Replaying AWS Kinesis

Background

AWS Kinesis Data Streams uses HTTP-based APIs, which means you can use Speedscale's standard replay capabilities to capture and replay Kinesis traffic. Kinesis also offers a Kafka-compatible API, allowing you to use Kafka client libraries with Kinesis streams. Both approaches are supported by Speedscale.
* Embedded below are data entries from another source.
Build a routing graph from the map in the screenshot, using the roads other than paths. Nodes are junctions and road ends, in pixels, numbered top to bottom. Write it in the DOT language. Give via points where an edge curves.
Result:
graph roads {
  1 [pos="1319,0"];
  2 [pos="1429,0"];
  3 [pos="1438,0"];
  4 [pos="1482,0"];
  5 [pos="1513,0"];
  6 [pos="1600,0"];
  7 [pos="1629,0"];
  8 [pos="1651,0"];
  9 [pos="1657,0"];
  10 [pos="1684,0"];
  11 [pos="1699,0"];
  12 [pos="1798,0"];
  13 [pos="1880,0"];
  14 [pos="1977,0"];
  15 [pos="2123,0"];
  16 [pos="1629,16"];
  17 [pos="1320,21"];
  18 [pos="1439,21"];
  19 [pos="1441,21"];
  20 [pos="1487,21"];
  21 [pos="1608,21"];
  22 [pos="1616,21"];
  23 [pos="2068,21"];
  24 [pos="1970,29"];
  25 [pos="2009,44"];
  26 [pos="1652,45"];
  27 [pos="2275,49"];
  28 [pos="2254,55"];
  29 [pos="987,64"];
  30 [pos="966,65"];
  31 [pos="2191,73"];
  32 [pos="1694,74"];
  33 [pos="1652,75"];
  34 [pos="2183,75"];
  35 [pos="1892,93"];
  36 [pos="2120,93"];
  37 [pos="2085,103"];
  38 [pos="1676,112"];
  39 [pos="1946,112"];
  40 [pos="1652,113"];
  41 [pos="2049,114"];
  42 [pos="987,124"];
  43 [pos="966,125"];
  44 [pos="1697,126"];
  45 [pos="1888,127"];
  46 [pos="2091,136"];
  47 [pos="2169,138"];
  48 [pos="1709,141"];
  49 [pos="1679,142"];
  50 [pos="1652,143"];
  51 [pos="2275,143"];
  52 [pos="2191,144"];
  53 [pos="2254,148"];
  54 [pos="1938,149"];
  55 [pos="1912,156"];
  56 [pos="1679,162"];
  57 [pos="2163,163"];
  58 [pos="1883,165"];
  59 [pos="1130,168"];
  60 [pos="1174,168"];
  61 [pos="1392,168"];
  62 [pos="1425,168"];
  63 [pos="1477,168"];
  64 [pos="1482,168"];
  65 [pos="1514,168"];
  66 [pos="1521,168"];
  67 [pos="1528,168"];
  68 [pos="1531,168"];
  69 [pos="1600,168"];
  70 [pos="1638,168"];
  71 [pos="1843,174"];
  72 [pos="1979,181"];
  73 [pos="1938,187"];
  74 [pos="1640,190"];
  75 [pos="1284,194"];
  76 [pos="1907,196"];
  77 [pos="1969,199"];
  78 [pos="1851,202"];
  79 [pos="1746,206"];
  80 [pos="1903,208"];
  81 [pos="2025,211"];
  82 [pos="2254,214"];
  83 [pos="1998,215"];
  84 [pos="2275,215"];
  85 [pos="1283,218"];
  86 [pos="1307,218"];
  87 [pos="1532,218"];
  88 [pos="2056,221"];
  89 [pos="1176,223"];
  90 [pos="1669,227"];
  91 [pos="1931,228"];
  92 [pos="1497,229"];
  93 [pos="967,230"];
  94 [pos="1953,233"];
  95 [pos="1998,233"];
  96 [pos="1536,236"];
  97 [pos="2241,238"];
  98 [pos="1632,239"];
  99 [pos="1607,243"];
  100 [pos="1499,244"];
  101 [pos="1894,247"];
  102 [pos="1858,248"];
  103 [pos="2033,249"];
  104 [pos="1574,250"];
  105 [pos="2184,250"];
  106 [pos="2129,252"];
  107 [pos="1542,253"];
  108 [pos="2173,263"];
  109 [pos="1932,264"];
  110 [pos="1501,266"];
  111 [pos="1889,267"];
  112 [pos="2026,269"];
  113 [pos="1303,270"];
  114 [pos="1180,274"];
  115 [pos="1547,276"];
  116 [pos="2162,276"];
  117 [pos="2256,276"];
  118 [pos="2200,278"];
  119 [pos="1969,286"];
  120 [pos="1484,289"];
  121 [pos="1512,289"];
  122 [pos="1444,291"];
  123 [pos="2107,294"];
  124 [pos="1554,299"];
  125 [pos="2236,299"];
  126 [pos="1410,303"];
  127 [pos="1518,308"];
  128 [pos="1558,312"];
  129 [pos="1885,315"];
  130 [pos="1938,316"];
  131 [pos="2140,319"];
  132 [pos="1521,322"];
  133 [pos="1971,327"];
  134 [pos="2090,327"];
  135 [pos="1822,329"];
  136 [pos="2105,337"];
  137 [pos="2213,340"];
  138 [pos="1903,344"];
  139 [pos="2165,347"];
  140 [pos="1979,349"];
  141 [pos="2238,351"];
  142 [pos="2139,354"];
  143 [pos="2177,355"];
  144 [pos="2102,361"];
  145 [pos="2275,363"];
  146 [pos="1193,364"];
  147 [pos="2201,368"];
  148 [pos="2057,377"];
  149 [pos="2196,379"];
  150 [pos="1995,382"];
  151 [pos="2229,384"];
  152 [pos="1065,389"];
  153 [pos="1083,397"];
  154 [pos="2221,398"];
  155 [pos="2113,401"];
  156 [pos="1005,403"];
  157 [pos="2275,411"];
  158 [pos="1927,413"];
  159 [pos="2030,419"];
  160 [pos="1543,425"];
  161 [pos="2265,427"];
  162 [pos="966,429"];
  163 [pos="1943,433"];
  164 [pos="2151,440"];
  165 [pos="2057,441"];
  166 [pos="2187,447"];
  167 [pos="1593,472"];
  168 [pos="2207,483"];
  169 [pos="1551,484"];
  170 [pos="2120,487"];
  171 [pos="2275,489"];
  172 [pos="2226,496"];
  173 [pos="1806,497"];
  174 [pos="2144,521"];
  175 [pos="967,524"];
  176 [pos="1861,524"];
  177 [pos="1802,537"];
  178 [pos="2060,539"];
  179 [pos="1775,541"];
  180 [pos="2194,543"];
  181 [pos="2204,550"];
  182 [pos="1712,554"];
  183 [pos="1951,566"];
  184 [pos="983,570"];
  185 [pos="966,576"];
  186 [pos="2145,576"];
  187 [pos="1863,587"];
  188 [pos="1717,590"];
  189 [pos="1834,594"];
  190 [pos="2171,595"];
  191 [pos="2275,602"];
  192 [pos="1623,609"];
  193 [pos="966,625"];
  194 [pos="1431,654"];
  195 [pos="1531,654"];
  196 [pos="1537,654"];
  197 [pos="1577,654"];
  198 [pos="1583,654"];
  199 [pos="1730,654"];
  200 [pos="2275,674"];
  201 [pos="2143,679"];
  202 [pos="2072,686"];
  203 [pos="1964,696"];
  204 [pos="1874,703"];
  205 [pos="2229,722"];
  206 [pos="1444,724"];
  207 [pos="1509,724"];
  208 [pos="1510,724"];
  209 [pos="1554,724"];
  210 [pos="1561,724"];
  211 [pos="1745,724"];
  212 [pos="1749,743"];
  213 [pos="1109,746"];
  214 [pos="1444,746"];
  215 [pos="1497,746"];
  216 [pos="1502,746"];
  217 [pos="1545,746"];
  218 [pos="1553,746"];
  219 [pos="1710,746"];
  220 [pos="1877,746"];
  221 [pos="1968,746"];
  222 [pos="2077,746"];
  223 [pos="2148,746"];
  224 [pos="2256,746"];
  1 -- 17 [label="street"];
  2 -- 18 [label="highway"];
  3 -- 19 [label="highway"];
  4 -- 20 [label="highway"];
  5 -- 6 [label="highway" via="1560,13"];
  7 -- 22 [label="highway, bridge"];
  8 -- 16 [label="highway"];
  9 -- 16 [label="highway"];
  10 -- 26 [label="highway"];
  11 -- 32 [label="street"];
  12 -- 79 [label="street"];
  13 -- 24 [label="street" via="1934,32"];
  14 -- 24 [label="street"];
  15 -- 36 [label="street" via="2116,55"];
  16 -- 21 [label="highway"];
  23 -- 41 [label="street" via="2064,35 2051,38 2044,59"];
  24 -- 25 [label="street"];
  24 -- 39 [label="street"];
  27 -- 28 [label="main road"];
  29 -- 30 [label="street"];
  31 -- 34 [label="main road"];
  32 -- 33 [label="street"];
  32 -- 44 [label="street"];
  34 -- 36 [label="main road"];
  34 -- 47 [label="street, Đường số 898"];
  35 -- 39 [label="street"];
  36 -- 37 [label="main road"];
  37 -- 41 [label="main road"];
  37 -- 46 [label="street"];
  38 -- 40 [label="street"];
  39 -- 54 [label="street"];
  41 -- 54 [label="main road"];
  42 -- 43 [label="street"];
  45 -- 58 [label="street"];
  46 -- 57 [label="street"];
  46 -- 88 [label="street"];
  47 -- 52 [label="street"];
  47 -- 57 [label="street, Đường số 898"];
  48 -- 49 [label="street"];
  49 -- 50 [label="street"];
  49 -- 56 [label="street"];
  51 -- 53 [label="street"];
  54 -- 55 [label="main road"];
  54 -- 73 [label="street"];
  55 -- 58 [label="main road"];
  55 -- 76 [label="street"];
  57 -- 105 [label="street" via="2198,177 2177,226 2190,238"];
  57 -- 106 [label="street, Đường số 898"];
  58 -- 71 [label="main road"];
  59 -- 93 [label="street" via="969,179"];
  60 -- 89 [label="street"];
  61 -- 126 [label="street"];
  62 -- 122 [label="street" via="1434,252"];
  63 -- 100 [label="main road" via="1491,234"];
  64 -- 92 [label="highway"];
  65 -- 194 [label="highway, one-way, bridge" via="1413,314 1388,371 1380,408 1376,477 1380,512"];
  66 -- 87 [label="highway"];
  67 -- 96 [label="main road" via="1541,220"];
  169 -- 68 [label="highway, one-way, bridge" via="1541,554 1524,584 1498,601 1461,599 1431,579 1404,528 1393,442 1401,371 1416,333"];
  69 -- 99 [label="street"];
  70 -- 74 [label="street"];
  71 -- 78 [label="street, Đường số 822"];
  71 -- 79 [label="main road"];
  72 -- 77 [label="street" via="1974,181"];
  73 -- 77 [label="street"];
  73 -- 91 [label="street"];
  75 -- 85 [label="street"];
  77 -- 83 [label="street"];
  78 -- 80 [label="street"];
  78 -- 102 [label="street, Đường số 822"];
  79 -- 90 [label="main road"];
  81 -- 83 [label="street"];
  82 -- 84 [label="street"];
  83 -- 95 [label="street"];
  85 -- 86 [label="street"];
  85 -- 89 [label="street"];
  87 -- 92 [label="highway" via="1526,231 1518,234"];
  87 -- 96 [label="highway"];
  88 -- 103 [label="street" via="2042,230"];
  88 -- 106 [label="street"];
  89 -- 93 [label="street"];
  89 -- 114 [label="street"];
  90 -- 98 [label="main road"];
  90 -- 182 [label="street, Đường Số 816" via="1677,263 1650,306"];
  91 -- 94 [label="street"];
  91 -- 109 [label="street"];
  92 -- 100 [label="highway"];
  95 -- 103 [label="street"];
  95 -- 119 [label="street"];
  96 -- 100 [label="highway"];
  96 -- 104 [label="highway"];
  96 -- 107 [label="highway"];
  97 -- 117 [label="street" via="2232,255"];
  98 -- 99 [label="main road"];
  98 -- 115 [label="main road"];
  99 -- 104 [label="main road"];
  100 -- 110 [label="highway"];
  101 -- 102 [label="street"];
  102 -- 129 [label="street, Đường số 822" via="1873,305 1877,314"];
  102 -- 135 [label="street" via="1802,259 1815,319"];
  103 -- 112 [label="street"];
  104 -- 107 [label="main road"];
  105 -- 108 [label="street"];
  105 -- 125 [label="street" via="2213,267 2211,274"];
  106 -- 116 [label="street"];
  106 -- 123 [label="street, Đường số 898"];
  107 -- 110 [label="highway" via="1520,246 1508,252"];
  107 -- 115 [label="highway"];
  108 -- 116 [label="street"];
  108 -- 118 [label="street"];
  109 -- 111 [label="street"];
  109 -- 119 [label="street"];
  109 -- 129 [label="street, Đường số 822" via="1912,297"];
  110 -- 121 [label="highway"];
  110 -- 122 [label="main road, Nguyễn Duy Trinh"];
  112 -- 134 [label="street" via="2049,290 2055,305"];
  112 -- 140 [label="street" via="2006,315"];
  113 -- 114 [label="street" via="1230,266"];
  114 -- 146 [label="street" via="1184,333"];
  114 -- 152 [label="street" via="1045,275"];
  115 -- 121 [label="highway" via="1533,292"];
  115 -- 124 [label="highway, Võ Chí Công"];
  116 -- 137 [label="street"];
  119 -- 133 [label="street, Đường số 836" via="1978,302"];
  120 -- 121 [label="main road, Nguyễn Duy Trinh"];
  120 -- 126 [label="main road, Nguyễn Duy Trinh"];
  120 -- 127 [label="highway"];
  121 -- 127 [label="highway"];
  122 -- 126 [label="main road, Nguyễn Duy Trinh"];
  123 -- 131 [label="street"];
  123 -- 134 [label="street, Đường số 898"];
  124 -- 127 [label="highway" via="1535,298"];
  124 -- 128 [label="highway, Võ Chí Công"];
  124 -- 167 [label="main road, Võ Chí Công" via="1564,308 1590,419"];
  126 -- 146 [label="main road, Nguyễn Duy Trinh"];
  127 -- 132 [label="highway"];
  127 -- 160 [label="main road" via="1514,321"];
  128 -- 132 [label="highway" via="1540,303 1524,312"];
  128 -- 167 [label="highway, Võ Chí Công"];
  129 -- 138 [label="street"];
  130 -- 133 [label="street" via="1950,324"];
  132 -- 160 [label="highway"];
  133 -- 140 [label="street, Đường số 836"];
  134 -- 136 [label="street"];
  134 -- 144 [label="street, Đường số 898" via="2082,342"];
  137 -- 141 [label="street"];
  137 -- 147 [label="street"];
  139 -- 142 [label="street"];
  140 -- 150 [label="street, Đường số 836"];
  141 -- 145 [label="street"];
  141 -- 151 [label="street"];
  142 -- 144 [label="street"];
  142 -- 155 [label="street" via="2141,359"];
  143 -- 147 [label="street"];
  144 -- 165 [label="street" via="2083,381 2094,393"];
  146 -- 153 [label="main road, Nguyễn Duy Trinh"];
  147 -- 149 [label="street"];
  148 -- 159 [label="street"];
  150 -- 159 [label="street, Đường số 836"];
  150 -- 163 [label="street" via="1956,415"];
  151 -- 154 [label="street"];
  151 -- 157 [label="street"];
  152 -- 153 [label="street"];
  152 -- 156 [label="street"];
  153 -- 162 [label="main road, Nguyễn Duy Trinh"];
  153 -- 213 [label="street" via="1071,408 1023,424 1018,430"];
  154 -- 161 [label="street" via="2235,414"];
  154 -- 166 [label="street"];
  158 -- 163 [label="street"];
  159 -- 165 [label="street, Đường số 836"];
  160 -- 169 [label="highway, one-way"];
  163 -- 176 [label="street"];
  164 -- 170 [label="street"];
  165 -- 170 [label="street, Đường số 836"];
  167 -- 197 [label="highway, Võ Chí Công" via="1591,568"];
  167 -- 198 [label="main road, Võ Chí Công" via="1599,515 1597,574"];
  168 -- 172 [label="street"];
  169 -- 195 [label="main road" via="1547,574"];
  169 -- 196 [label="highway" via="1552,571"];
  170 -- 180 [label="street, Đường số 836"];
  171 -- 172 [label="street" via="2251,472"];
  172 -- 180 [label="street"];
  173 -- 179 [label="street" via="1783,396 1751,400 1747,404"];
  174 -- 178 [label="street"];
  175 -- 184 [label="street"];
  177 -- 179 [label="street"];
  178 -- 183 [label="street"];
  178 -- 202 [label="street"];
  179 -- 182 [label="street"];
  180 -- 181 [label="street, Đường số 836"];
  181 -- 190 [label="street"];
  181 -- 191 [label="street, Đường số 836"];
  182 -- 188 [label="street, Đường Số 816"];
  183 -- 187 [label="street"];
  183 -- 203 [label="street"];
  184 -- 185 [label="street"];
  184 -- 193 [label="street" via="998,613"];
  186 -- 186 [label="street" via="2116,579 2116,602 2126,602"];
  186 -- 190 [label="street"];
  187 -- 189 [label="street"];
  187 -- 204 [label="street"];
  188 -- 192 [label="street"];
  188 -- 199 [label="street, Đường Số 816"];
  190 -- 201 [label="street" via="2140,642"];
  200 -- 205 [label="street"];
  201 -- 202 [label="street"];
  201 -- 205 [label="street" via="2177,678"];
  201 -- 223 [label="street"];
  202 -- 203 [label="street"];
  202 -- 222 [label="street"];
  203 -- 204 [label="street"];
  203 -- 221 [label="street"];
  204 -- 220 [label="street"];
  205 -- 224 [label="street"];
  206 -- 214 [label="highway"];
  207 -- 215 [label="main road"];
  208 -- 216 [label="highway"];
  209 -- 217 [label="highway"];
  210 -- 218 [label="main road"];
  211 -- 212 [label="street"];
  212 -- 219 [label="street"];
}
For more information about AWS Kinesis Data Streams, see the AWS Kinesis Data Streams documentation.

Prerequisites

speedctl is installed
Create a snapshot containing the traffic you need.

Standard Replay Approach

Since AWS Kinesis uses HTTP-based APIs, you can use Speedscale's standard replay capabilities:

Capture Production Traffic: Use Speedscale to capture your application's interactions with AWS Kinesis
Create a Snapshot: Create a snapshot from the captured traffic
Run a Replay: Use Speedscale's standard replay functionality to replay the traffic

For detailed instructions on using Speedscale's standard replay capabilities, see the Getting Started Guide.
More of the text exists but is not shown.